Microstructural Dependency of Diffusion in Glass Flake-Reinforced Vinyl Ester Resins

Abstract

Vinyl ester resins are utilized for long-term corrosion protection of metal, alloy, and concrete substrates against concentrated acids, alkalis, and solvents at high temperature. Glass flakes are usually added as fillers to reduce chemical diffusion within the vinyl ester matrix. A common industry practice is to use glass flakes with large aspect ratio, high volume fraction, and in parallel alignment to surface in chemical contact for barrier applications. During processing and curing of glass flake-filled vinyl ester resins, irregular microstructures such as reduced flake aspect ratio and random orientation of flakes are commonly observed. Such microstructures can affect the overall chemical diffusion, resulting to barrier properties less predictable by simple diffusion models.

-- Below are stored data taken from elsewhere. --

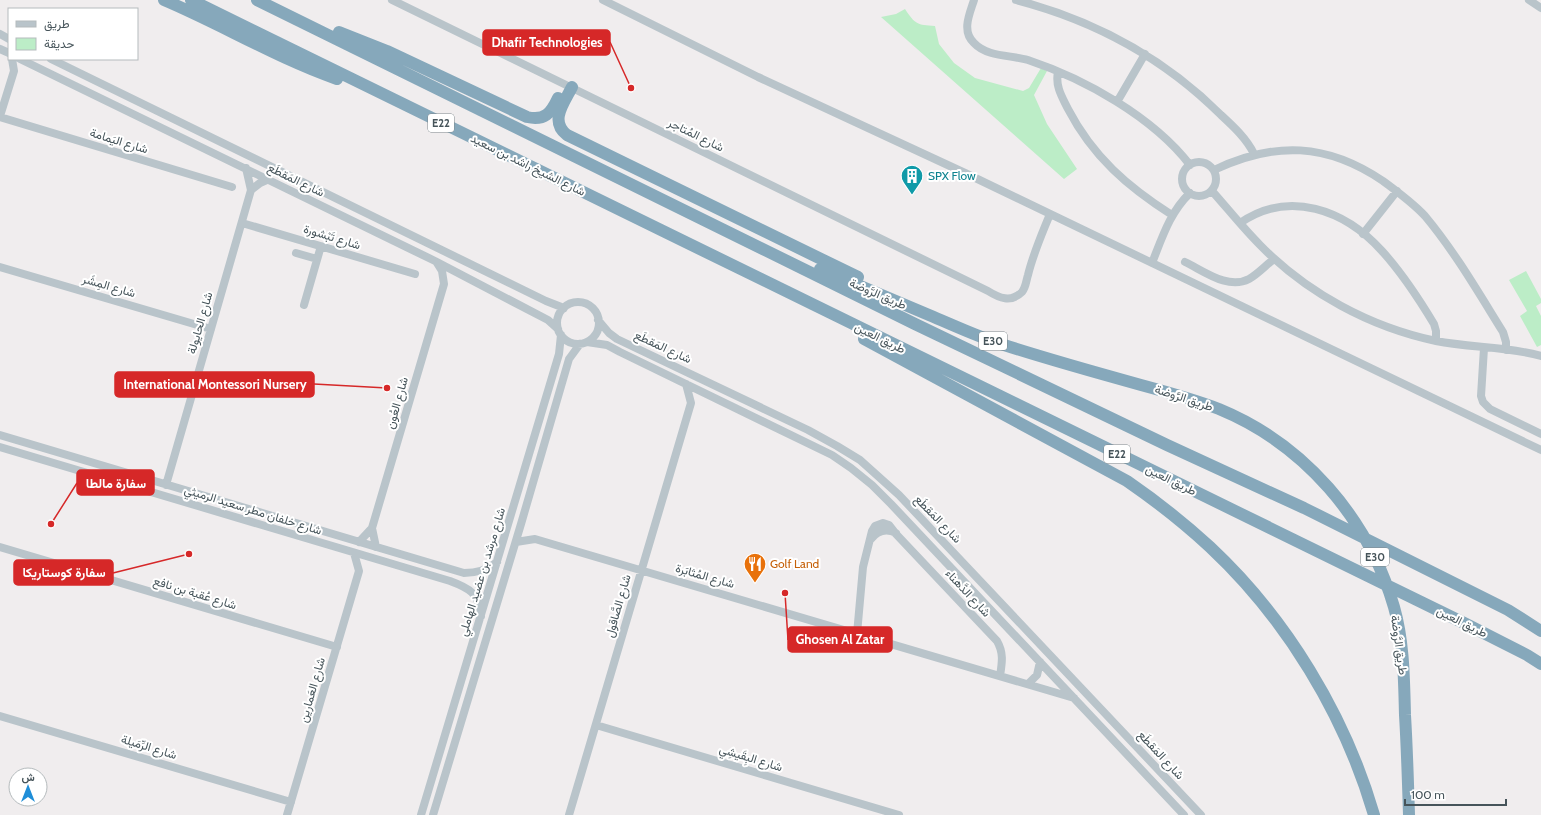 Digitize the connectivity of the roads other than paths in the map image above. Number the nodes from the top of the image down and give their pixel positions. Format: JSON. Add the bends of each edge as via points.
{"nodes":[{"id":1,"x":164,"y":0,"type":"edge"},
{"id":2,"x":191,"y":0,"type":"edge"},
{"id":3,"x":257,"y":0,"type":"edge"},
{"id":4,"x":392,"y":0,"type":"edge"},
{"id":5,"x":603,"y":0,"type":"edge"},
{"id":6,"x":974,"y":0,"type":"edge"},
{"id":7,"x":1016,"y":0,"type":"edge"},
{"id":8,"x":1528,"y":0,"type":"edge"},
{"id":9,"x":1541,"y":8,"type":"edge"},
{"id":10,"x":1145,"y":54,"type":"junction"},
{"id":11,"x":12,"y":60,"type":"edge"},
{"id":12,"x":23,"y":60,"type":"edge"},
{"id":13,"x":53,"y":60,"type":"edge"},
{"id":14,"x":14,"y":71,"type":"junction"},
{"id":15,"x":1058,"y":72,"type":"junction"},
{"id":16,"x":568,"y":86,"type":"junction"},
{"id":17,"x":378,"y":92,"type":"junction"},
{"id":18,"x":1117,"y":102,"type":"junction"},
{"id":19,"x":0,"y":117,"type":"edge"},
{"id":20,"x":140,"y":117,"type":"junction"},
{"id":21,"x":170,"y":117,"type":"junction"},
{"id":22,"x":1254,"y":154,"type":"junction"},
{"id":23,"x":1190,"y":165,"type":"junction"},
{"id":24,"x":246,"y":168,"type":"junction"},
{"id":25,"x":1214,"y":170,"type":"junction"},
{"id":26,"x":269,"y":179,"type":"junction"},
{"id":27,"x":283,"y":187,"type":"junction"},
{"id":28,"x":232,"y":188,"type":"dead end"},
{"id":29,"x":252,"y":190,"type":"junction"},
{"id":30,"x":1212,"y":191,"type":"junction"},
{"id":31,"x":1396,"y":191,"type":"junction"},
{"id":32,"x":1190,"y":193,"type":"junction"},
{"id":33,"x":362,"y":212,"type":"junction"},
{"id":34,"x":1050,"y":214,"type":"junction"},
{"id":35,"x":1172,"y":215,"type":"junction"},
{"id":36,"x":699,"y":218,"type":"junction"},
{"id":37,"x":242,"y":223,"type":"junction"},
{"id":38,"x":1240,"y":223,"type":"junction"},
{"id":39,"x":1363,"y":234,"type":"junction"},
{"id":40,"x":692,"y":245,"type":"junction"},
{"id":41,"x":321,"y":246,"type":"junction"},
{"id":42,"x":296,"y":253,"type":"dead end"},
{"id":43,"x":317,"y":259,"type":"junction"},
{"id":44,"x":1274,"y":259,"type":"junction"},
{"id":45,"x":435,"y":261,"type":"junction"},
{"id":46,"x":1185,"y":262,"type":"dead end"},
{"id":47,"x":1152,"y":263,"type":"junction"},
{"id":48,"x":0,"y":267,"type":"edge"},
{"id":49,"x":415,"y":274,"type":"dead end"},
{"id":50,"x":460,"y":274,"type":"junction"},
{"id":51,"x":444,"y":284,"type":"junction"},
{"id":52,"x":304,"y":305,"type":"dead end"},
{"id":53,"x":564,"y":308,"type":"junction"},
{"id":54,"x":598,"y":320,"type":"junction"},
{"id":55,"x":211,"y":329,"type":"junction"},
{"id":56,"x":964,"y":330,"type":"junction"},
{"id":57,"x":560,"y":332,"type":"junction"},
{"id":58,"x":1436,"y":340,"type":"junction"},
{"id":59,"x":584,"y":343,"type":"junction"},
{"id":60,"x":1484,"y":348,"type":"junction"},
{"id":61,"x":1506,"y":350,"type":"junction"},
{"id":62,"x":1541,"y":356,"type":"edge"},
{"id":63,"x":686,"y":384,"type":"junction"},
{"id":64,"x":710,"y":396,"type":"junction"},
{"id":65,"x":691,"y":403,"type":"junction"},
{"id":66,"x":1541,"y":434,"type":"edge"},
{"id":67,"x":0,"y":435,"type":"edge"},
{"id":68,"x":0,"y":447,"type":"edge"},
{"id":69,"x":1541,"y":450,"type":"edge"},
{"id":70,"x":130,"y":474,"type":"junction"},
{"id":71,"x":126,"y":485,"type":"junction"},
{"id":72,"x":166,"y":485,"type":"junction"},
{"id":73,"x":521,"y":524,"type":"junction"},
{"id":74,"x":372,"y":528,"type":"junction"},
{"id":75,"x":536,"y":539,"type":"junction"},
{"id":76,"x":359,"y":542,"type":"junction"},
{"id":77,"x":516,"y":542,"type":"junction"},
{"id":78,"x":0,"y":547,"type":"edge"},
{"id":79,"x":376,"y":547,"type":"junction"},
{"id":80,"x":354,"y":553,"type":"junction"},
{"id":81,"x":373,"y":559,"type":"junction"},
{"id":82,"x":497,"y":562,"type":"junction"},
{"id":83,"x":453,"y":570,"type":"junction"},
{"id":84,"x":641,"y":570,"type":"junction"},
{"id":85,"x":359,"y":571,"type":"junction"},
{"id":86,"x":450,"y":581,"type":"junction"},
{"id":87,"x":980,"y":581,"type":"junction"},
{"id":88,"x":969,"y":587,"type":"junction"},
{"id":89,"x":481,"y":616,"type":"junction"},
{"id":90,"x":1541,"y":631,"type":"edge"},
{"id":91,"x":857,"y":634,"type":"junction"},
{"id":92,"x":337,"y":647,"type":"junction"},
{"id":93,"x":1040,"y":662,"type":"junction"},
{"id":94,"x":1541,"y":664,"type":"edge"},
{"id":95,"x":1000,"y":676,"type":"junction"},
{"id":96,"x":1028,"y":684,"type":"junction"},
{"id":97,"x":1075,"y":699,"type":"junction"},
{"id":98,"x":0,"y":716,"type":"edge"},
{"id":99,"x":596,"y":724,"type":"junction"},
{"id":100,"x":1150,"y":760,"type":"junction"},
{"id":101,"x":1134,"y":762,"type":"junction"},
{"id":102,"x":291,"y":802,"type":"junction"},
{"id":103,"x":1182,"y":814,"type":"edge"},
{"id":104,"x":287,"y":815,"type":"edge"},
{"id":105,"x":421,"y":815,"type":"edge"},
{"id":106,"x":433,"y":815,"type":"edge"},
{"id":107,"x":569,"y":815,"type":"edge"},
{"id":108,"x":899,"y":815,"type":"edge"},
{"id":109,"x":1201,"y":815,"type":"edge"},
{"id":110,"x":1374,"y":815,"type":"edge"},
{"id":111,"x":1409,"y":815,"type":"edge"}],
"edges":[{"from":1,"to":17,"type":"highway","via":[[300,65]]},
{"from":2,"to":17,"type":"highway","name":"شارع الشيخ راشد بن سعيد","number":"E22"},
{"from":3,"to":16,"type":"highway","via":[[387,51],[527,117],[540,118],[550,112]]},
{"from":3,"to":36,"type":"highway","number":"E22"},
{"from":4,"to":16,"type":"street","name":"شارع المُتاجر"},
{"from":5,"to":34,"type":"street"},
{"from":6,"to":15,"type":"street","via":[[967,22],[969,37],[974,43],[989,51],[1028,60]]},
{"from":7,"to":10,"type":"street","via":[[1079,20]]},
{"from":8,"to":9,"type":"street"},
{"from":10,"to":18,"type":"street"},
{"from":10,"to":22,"type":"street","via":[[1187,84],[1213,107]]},
{"from":11,"to":14,"type":"street"},
{"from":12,"to":14,"type":"street"},
{"from":12,"to":20,"type":"street","name":"شارع المَقطَع"},
{"from":13,"to":21,"type":"street","name":"شارع المَقطَع"},
{"from":14,"to":19,"type":"street"},
{"from":15,"to":18,"type":"street"},
{"from":15,"to":35,"type":"street","via":[[1058,85],[1066,105],[1097,153],[1127,184]]},
{"from":16,"to":34,"type":"street","name":"شارع المُتاجر","via":[[1000,298],[1014,297],[1025,288]]},
{"from":16,"to":56,"type":"highway","via":[[557,120],[567,135]]},
{"from":17,"to":40,"type":"highway","name":"شارع الشيخ راشد بن سعيد","number":"E22"},
{"from":18,"to":23,"type":"street","via":[[1154,129]]},
{"from":19,"to":28,"type":"street","name":"شارع اليَمامة"},
{"from":20,"to":21,"type":"street","via":[[145,112],[157,117]]},
{"from":20,"to":24,"type":"street","name":"شارع المَقطَع"},
{"from":21,"to":33,"type":"street","name":"شارع المَقطَع"},
{"from":22,"to":25,"type":"street"},
{"from":22,"to":31,"type":"street","via":[[1293,150],[1329,155],[1364,170]]},
{"from":23,"to":25,"type":"street","via":[[1204,163]]},
{"from":23,"to":32,"type":"street","via":[[1184,172],[1182,181]]},
{"from":24,"to":26,"type":"street","name":"شارع المَقطَع"},
{"from":24,"to":29,"type":"street"},
{"from":25,"to":30,"type":"street","via":[[1216,183]]},
{"from":26,"to":27,"type":"street","name":"شارع المَقطَع"},
{"from":26,"to":29,"type":"street"},
{"from":27,"to":33,"type":"street","via":[[305,194],[362,221],[366,218]]},
{"from":27,"to":45,"type":"street","name":"شارع المَقطَع"},
{"from":29,"to":37,"type":"street","name":"شارع الحايولة"},
{"from":30,"to":32,"type":"street","via":[[1199,196]]},
{"from":30,"to":38,"type":"street"},
{"from":31,"to":39,"type":"street"},
{"from":31,"to":61,"type":"street","via":[[1415,206],[1460,262],[1503,332]]},
{"from":32,"to":35,"type":"street"},
{"from":33,"to":53,"type":"street","name":"شارع المَقطَع"},
{"from":34,"to":47,"type":"street"},
{"from":35,"to":47,"type":"street"},
{"from":36,"to":56,"type":"highway","name":"طريق الرَّوضة","number":"E30"},
{"from":36,"to":90,"type":"highway","number":"E22","via":[[922,328],[1304,508],[1508,610]]},
{"from":37,"to":41,"type":"street","name":"شارع تَبْشورة"},
{"from":37,"to":55,"type":"street","name":"شارع الحايولة"},
{"from":38,"to":39,"type":"street","via":[[1263,210],[1298,205],[1322,210]]},
{"from":38,"to":44,"type":"street"},
{"from":39,"to":58,"type":"street","via":[[1390,260],[1429,315],[1435,327]]},
{"from":40,"to":94,"type":"highway","name":"طريق العين","number":"E22","via":[[1464,623]]},
{"from":40,"to":110,"type":"highway","via":[[1127,481],[1184,524],[1222,559],[1264,605],[1307,666],[1350,747]]},
{"from":41,"to":43,"type":"street"},
{"from":41,"to":49,"type":"street","name":"شارع تَبْشورة"},
{"from":42,"to":43,"type":"street"},
{"from":43,"to":52,"type":"street"},
{"from":44,"to":46,"type":"street","via":[[1249,279],[1236,283],[1222,280]]},
{"from":44,"to":58,"type":"street","via":[[1308,285],[1355,313],[1390,328]]},
{"from":45,"to":50,"type":"street","name":"شارع المَقطَع"},
{"from":45,"to":51,"type":"street","via":[[442,271]]},
{"from":47,"to":69,"type":"street"},
{"from":48,"to":55,"type":"street","name":"شارع المِشَر"},
{"from":50,"to":51,"type":"street","via":[[453,276]]},
{"from":50,"to":57,"type":"street","name":"شارع المَقطَع","via":[[548,320]]},
{"from":51,"to":74,"type":"street","name":"شارع العُون"},
{"from":53,"to":54,"type":"street","via":[[570,304],[585,304],[596,313]]},
{"from":53,"to":57,"type":"street","via":[[557,321]]},
{"from":54,"to":59,"type":"street","via":[[593,338]]},
{"from":54,"to":87,"type":"street","name":"شارع المَقطَع","via":[[609,334],[617,339],[808,430],[860,460],[899,495]]},
{"from":55,"to":72,"type":"street","name":"شارع الحايولة"},
{"from":56,"to":111,"type":"highway","name":"طريق الرَّوضة","number":"E30","via":[[999,344],[1220,409],[1268,435],[1290,450],[1313,471],[1341,502],[1362,532],[1385,581],[1399,630],[1405,690]]},
{"from":57,"to":59,"type":"street","via":[[570,342]]},
{"from":57,"to":82,"type":"street","name":"شارع مرشد بن عضيد الهاملي","via":[[559,354]]},
{"from":58,"to":60,"type":"street"},
{"from":59,"to":63,"type":"street","name":"شارع المَقطَع","via":[[607,346]]},
{"from":59,"to":73,"type":"street","name":"شارع مرشد بن عضيد الهاملي","via":[[569,358]]},
{"from":60,"to":61,"type":"street"},
{"from":60,"to":66,"type":"street","via":[[1481,396],[1485,405]]},
{"from":61,"to":62,"type":"street"},
{"from":63,"to":64,"type":"street","name":"شارع المَقطَع"},
{"from":63,"to":65,"type":"street"},
{"from":64,"to":65,"type":"street"},
{"from":64,"to":88,"type":"street","name":"شارع المَقطَع","via":[[801,439],[851,468],[872,485]]},
{"from":65,"to":84,"type":"street","name":"شارع الصَّاقول"},
{"from":67,"to":70,"type":"street","name":"شارع خلفان مطر سعيد الرميثي"},
{"from":68,"to":71,"type":"street","name":"شارع خلفان مطر سعيد الرميثي"},
{"from":70,"to":71,"type":"street","via":[[126,477]]},
{"from":70,"to":72,"type":"street","name":"شارع خلفان مطر سعيد الرميثي"},
{"from":71,"to":80,"type":"street","name":"شارع خلفان مطر سعيد الرميثي"},
{"from":72,"to":76,"type":"street","name":"شارع خلفان مطر سعيد الرميثي"},
{"from":73,"to":75,"type":"street","name":"شارع المُثابَرة"},
{"from":73,"to":77,"type":"street","name":"شارع مرشد بن عضيد الهاملي"},
{"from":74,"to":76,"type":"street","name":"شارع العُون"},
{"from":74,"to":79,"type":"street","name":"شارع العُون"},
{"from":75,"to":77,"type":"street","name":"شارع المُثابَرة"},
{"from":75,"to":84,"type":"street","name":"شارع المُثابَرة"},
{"from":76,"to":79,"type":"street","name":"شارع خلفان مطر سعيد الرميثي"},
{"from":77,"to":106,"type":"street","name":"شارع مرشد بن عضيد الهاملي"},
{"from":78,"to":92,"type":"street","name":"شارع عُقبة بن نافع"},
{"from":79,"to":83,"type":"street","name":"شارع خلفان مطر سعيد الرميثي"},
{"from":80,"to":81,"type":"street","name":"شارع خلفان مطر سعيد الرميثي"},
{"from":80,"to":85,"type":"street"},
{"from":81,"to":85,"type":"street"},
{"from":81,"to":86,"type":"street","name":"شارع خلفان مطر سعيد الرميثي"},
{"from":82,"to":83,"type":"street","name":"شارع خلفان مطر سعيد الرميثي","via":[[473,573]]},
{"from":82,"to":89,"type":"street","name":"شارع مرشد بن عضيد الهاملي"},
{"from":83,"to":86,"type":"street"},
{"from":84,"to":91,"type":"street","name":"شارع المُثابَرة"},
{"from":84,"to":99,"type":"street","name":"شارع الصَّاقول"},
{"from":85,"to":92,"type":"street","name":"شارع العَمارين"},
{"from":86,"to":89,"type":"street","name":"شارع خلفان مطر سعيد الرميثي","via":[[472,592],[479,603]]},
{"from":87,"to":88,"type":"street","via":[[970,583]]},
{"from":87,"to":100,"type":"street","name":"شارع المَقطَع"},
{"from":88,"to":93,"type":"street","name":"شارع المَقطَع"},
{"from":89,"to":105,"type":"street","name":"شارع مرشد بن عضيد الهاملي"},
{"from":91,"to":95,"type":"street","name":"شارع المُثابَرة"},
{"from":91,"to":95,"type":"street","name":"شارع الدَّهناء","via":[[863,566],[873,529],[880,523],[889,525],[996,641],[1003,656]]},
{"from":92,"to":102,"type":"street","name":"شارع العَمارين"},
{"from":93,"to":96,"type":"street","via":[[1037,675]]},
{"from":93,"to":97,"type":"street","name":"شارع المَقطَع"},
{"from":95,"to":96,"type":"street","name":"شارع المُثابَرة"},
{"from":96,"to":97,"type":"street","name":"شارع المُثابَرة"},
{"from":97,"to":101,"type":"street","name":"شارع المَقطَع"},
{"from":98,"to":102,"type":"street","name":"شارع الرِّمَيلة"},
{"from":99,"to":107,"type":"street","name":"شارع الصَّاقول"},
{"from":99,"to":108,"type":"street","name":"شارع البِقَيشِي"},
{"from":100,"to":101,"type":"street","via":[[1146,767]]},
{"from":100,"to":109,"type":"street","name":"شارع المَقطَع"},
{"from":101,"to":103,"type":"street","name":"شارع المَقطَع"},
{"from":102,"to":104,"type":"street","name":"شارع العَمارين"}]}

Therefore, in this study, a simple 2D random walk simulation procedure is used in attempt to estimate the microstructural dependency of diffusion in glass flake-reinforced vinyl ester resins. While the random walk simulations are in good agreement with the tortuosity-based diffusion models in terms of microstructural effects, in most cases the simulation results are inconsistent with the experimental measurements of acid diffusion in glass flake-filled vinyl ester resins. A possible cause for this is the poor adherence of vinyl ester resin to glass flakes. Osmotic cracks are also formed during immersion which also influences overall diffusion through the material.